The brutal assassination of nine grass roots level health workers in Pakistan, who were involved in a door-to-door immunization campaign in an attempt to secure children from crippling polio, adds an unprecedentedly grave dimension to the ongoing carnage in Pakistan. Pakistan's parliament was quick in passing a unanimous resolution and there was widespread condemnation from all factions of the society - rightly so. But the occurrence has deep-seated implications for the global drive to eliminate an infectious disease for a second time from this planet. Additionally, it illustrates the nature of polarization, mistrust and extremism, which has crept into the Pakistani society, posing challenges on many fronts, beyond public health.
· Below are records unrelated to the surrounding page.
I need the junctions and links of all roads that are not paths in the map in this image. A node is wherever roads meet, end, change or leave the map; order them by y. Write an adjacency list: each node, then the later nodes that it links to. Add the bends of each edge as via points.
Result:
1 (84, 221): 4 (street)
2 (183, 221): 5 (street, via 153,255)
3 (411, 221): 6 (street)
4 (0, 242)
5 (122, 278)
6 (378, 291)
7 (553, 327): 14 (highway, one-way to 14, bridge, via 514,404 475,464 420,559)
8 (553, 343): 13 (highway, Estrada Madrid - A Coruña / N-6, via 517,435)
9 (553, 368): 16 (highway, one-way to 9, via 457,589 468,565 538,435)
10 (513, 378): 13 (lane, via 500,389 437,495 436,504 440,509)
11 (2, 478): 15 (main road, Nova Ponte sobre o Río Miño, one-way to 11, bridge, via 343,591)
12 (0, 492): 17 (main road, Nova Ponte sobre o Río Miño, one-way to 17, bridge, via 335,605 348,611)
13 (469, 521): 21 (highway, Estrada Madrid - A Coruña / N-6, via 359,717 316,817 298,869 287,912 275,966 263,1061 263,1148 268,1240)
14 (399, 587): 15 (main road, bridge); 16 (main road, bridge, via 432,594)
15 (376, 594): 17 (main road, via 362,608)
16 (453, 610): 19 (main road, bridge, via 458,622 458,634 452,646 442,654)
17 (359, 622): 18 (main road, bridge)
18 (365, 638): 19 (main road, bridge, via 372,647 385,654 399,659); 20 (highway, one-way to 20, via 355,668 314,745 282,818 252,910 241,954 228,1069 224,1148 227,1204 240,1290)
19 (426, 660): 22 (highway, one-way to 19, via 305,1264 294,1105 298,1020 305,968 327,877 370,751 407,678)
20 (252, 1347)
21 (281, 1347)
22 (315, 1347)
This tragedy comes at a time when the Independent Monitoring Board of the Global Polio Eradication Initiative, in its November 2012 report had just issued a positive note about Pakistan with regard to its efforts to curb Polio. Pakistan's Polio program reduced cases by more than 60% since last year (from 154 to 64). This indicated that things could turn around after the 2011 multidimensional negative trends where environmental surveillance indicated ongoing geographically widespread transmission and domestic numbers of new polio cases kept soaring. During 2011, Pakistan was also held responsible for international spread with virus causing outbreak in neighboring western China. Additionally, it was declared the only remaining reservoir of a rare wild poliovirus type, posing a risk for reseeding Asia.
The recent wave of killings is, therefore, a huge setback given that it has placed the 2012 gains at risk. It has also added another level of challenges to the existing multidimensional problems for vaccination, which includes: problems of geographical inaccessibility due to the armed insurgency in large parts of the country; refusals by parents to vaccinate on the mistaken notion that vaccination is forbidden in the religion; population movements across the vast and porous Pak-Afghan border; abysmal state of water and sanitation; the perception that immunization is part of a covert operation; and the 2011 commercial-interest driven smear campaign against GAVI, which despite the government's rebuttals helped to strengthen misplaced fears about vaccination--the list goes on. In fact, Polio in Pakistan today is not just a public health issue, but an illustration of the problems inherent within the state and the society.
Pakistan's polio eradication drive has also taken brunt of the country's governance challenges. Institutionalized collusion, geared to systematic pillage at the health systems level and absence of an accountability law make it very difficult to insulate polio from overall inefficiencies and malpractices which plague public sector functioning. Compounding these is the 18th Constitutional Amendment-led abolition of Pakistan's Ministry of Health and the lack of readiness of some provinces.
These challenges were already overwhelming for Polio eradication efforts but the recent wave of killings adds another and an unprecedented complexity--Polio vaccination risks becoming one of the epitomes of the anti-western sentiment in Pakistan. If that happens, the global gains in Polio eradication could be at risk. Much has transpired between the 1988 World Health Assembly (WHA) Resolution, which called for eradication of Polio by 2012, and global events around Polio Eradication in 2012, during which investment of more than US$ 8 billion, 20 million workers and implementation in 125 countries characterize the scale of the eradication effort. With the May 2012 WHA Resolution, labeling polio as an emergency, WHO's Global Polio Emergency Action Plan 2012-2013, and the Endgame Strategic Plan 2013-2018 now framed, the end is in sight. But so long as a single child remains infected, children around the world are at risk.
Pakistan now has a three-fold responsibility: addressing systemic polio eradication impediments, getting vaccination back on track with appropriate security cover for more 90,000 vaccinators, and reaching out to the masses with the right information to ally mistrust. At a minimum this would demand the will to prioritize action, the intent and ability of political factions to work collaboratively, and the ongoing injection of resources. With parliamentary elections forthcoming, all these will be in short supply.